As crazy as all this gold stuff is, there's something else Alan kept hidden from shareholders over the years. Safe Wards had also got mixed up with another notorious tax haven, the British Virgin Islands, also based in the Caribbean. The Virgin Islands has half the population of the Caymans, and it's actually ranked as the best tax haven. The Cayman Islands comes in second and Bermuda comes in third place. There's a strange correlation between tax havens and beautiful beaches.
I'm not sure why. In twenty eighteen, Alan's investors believed that they'd found proof of a money trail that ended at the British Virgin Islands. Years earlier, Alan had registered two businesses there, IBS BVII Limited and IBS Shareholders Holding colimited. The IBS part stands for Internet Business Systems, but when I hear this, I think of another abbreviation for IBS,
irritable bowel syndrome. Perhaps an unfortunate acronym choice there by allan. Anyway, investors believed their money had been transferred to these companies in the British Virgin Islands without their knowledge or consent. Here's an email a group of investors sent to Safforlds in twenty eighteen. As their outrage grew.

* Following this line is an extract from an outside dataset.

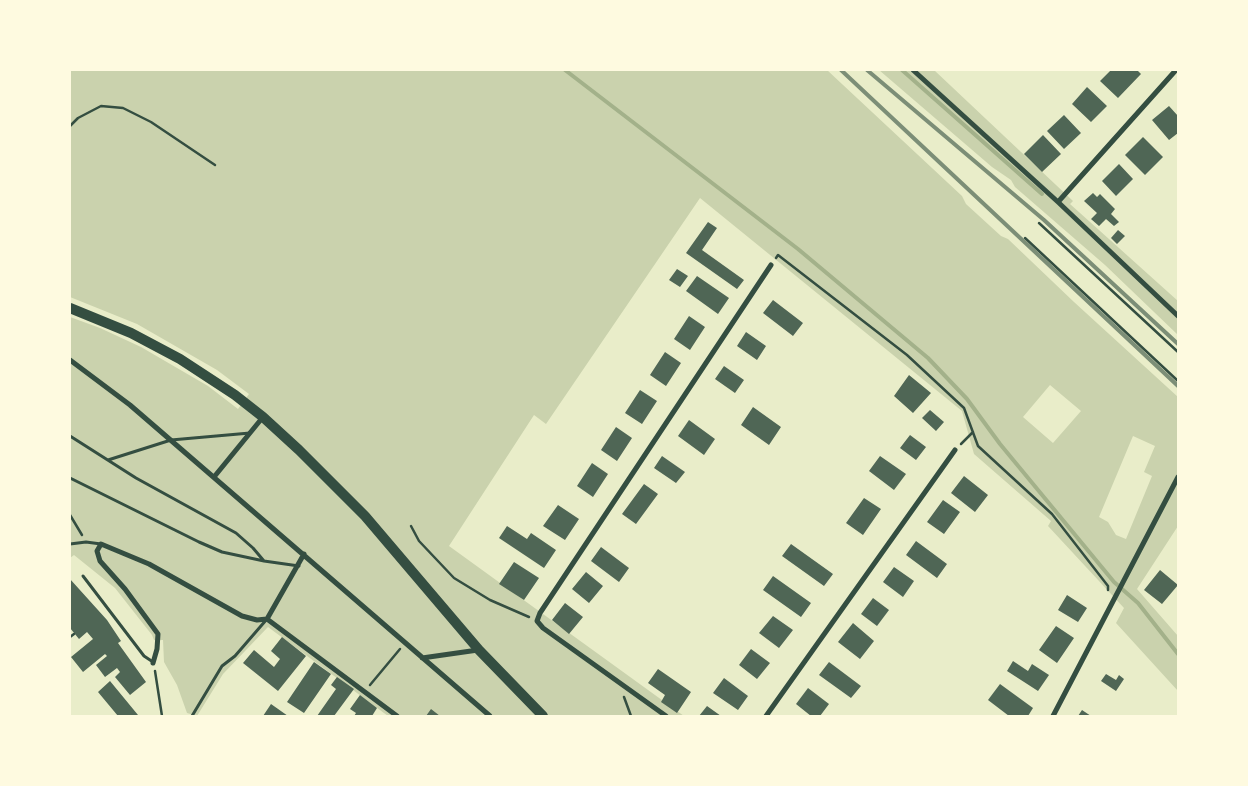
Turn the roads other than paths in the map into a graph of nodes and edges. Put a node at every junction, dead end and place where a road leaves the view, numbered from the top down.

The shareholders are aware that in twenty ten, a share exchange of sixty six million, six hundred and seventy four thousand and twenty three shares took place in the USA. The shares in Safe World Internet TV, Inc. An unregistered company, were exchanged for IBS Inc. Shares, a bankrupt company. The shares exchanged were then transmitted to IBS Shareholdings Co. Limited of the British Virgin Islands. This transaction is illegitimate and thus invalid, and.
Going back through my files, I dig out old emails Allen sent to investors in twenty twelve which support the idea of a link to the Virgin Islands. He wrote he'd reached an agreement with investors to transfer their shares into the IBS business for tax reasons.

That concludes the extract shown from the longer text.